Standardisation, volume et concurrence de l’aviation. C’est le principal fil conducteur des politiques Grande Ligne des réseaux ferroviaires

L’Intercity classique, un train qu’il ne faut pas oublier

Pour y parvenir, ils ont misé sur la grande vitesse, en oubliant un peu la valeur ajoutée du train Intercity classique.

Mettons rapidement les choses au point : un pays n’est pas l’autre. Rien de commun entre une Espagne relativement déserte et le maillage géographique des villes anglaises ou allemandes. Rien de commun non plus avec le relief tourmenté de l’Europe centrale, région où la grande vitesse se fait plutôt rare. L’Italie et la Suède sont des pays longiformes.

De même, au niveau attractivité, rien de comparable entre Paris, Madrid ou Londres, dont le centralisme est affirmé depuis toujours, et Berlin, Vienne, Stockholm ou Rome qui sont un peu plus excentrées dans leur propre pays. Vienne tente d’ailleurs de combler cet handicap en se déclarant « hub d’Europe centrale ».
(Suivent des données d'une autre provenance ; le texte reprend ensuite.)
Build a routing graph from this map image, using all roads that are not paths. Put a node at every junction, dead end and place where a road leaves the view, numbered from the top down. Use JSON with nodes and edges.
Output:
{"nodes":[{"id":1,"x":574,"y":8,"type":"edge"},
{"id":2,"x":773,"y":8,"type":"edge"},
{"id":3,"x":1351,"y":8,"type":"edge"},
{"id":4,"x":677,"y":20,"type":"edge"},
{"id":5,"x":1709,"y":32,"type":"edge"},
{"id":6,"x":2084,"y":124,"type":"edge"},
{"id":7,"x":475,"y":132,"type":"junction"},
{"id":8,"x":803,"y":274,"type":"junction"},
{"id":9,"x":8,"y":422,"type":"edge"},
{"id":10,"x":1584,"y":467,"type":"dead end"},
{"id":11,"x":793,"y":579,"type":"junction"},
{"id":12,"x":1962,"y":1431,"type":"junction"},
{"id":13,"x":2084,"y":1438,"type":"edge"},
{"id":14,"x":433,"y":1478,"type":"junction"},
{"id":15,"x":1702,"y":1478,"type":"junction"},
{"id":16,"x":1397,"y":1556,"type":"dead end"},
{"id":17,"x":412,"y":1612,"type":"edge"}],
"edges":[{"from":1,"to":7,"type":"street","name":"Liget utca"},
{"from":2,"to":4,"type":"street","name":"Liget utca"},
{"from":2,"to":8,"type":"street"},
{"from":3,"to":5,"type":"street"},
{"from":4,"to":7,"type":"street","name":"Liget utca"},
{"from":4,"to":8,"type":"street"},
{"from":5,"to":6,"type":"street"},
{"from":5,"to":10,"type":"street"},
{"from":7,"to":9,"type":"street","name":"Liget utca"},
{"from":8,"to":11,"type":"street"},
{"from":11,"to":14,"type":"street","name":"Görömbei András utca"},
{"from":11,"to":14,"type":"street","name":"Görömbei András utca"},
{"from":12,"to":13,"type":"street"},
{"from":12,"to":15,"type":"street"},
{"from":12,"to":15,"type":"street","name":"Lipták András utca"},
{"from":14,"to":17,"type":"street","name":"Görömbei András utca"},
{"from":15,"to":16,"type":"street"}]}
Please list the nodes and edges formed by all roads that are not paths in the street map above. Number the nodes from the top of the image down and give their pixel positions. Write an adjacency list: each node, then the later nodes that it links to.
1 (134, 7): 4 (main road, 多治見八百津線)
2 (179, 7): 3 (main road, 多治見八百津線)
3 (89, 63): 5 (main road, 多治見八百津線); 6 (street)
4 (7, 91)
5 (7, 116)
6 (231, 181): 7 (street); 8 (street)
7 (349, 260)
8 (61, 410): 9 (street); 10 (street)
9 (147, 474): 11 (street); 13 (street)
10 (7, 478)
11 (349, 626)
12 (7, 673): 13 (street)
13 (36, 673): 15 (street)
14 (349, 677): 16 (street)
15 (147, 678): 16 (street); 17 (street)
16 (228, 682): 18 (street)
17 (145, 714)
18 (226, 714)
Enfin, un certain nombre de pays ont des villes « mondiales » rivalisant avec leur propre capitale : Milan contre Rome, Barcelone contre Madrid, Munich contre Berlin et dans une certaine mesure Manchester contre Londres. Et en France ? On ne trouve aucune rivale mondiale face à Paris. Tous ces éléments fondent bien évidemment la politique grande ligne des réseaux concernés.

Ces grands pays dont les villes importantes sont distantes de plusieurs centaines de kilomètres ont installé un réseau aérien domestique parfois important afin de les relier entre elles ou vers leur capitale. La totalité de ces compagnies aériennes était aux mains des gouvernements nationaux.

Les autorités successives de ces pays ont cru pendant plusieurs décennies que le train ne relevait plus que de quelques grands axes, aveuglés par la conviction très américaine que le monde aérien et l’automobile étaient l’avenir du transport des personnes.

La réponse à cette concurrence est venue sous forme de grande vitesse ferroviaire. Il faut souligner que cette migration vers la grande vitesse n’a pas toujours eu le soutien des gouvernements des années 70, très sceptiques sur les capacités du rail à progresser au niveau technologique.

La grande vitesse devient une star

Le train à grande vitesse sur lignes dédiées est apparu dès les années 1980-1990, principalement en France, en Allemagne, en Italie et en Espagne. La Grande-Bretagne est restée à l’écart de ce mouvement, excepté la courte ligne reliant Londres au tunnel sous la Manche.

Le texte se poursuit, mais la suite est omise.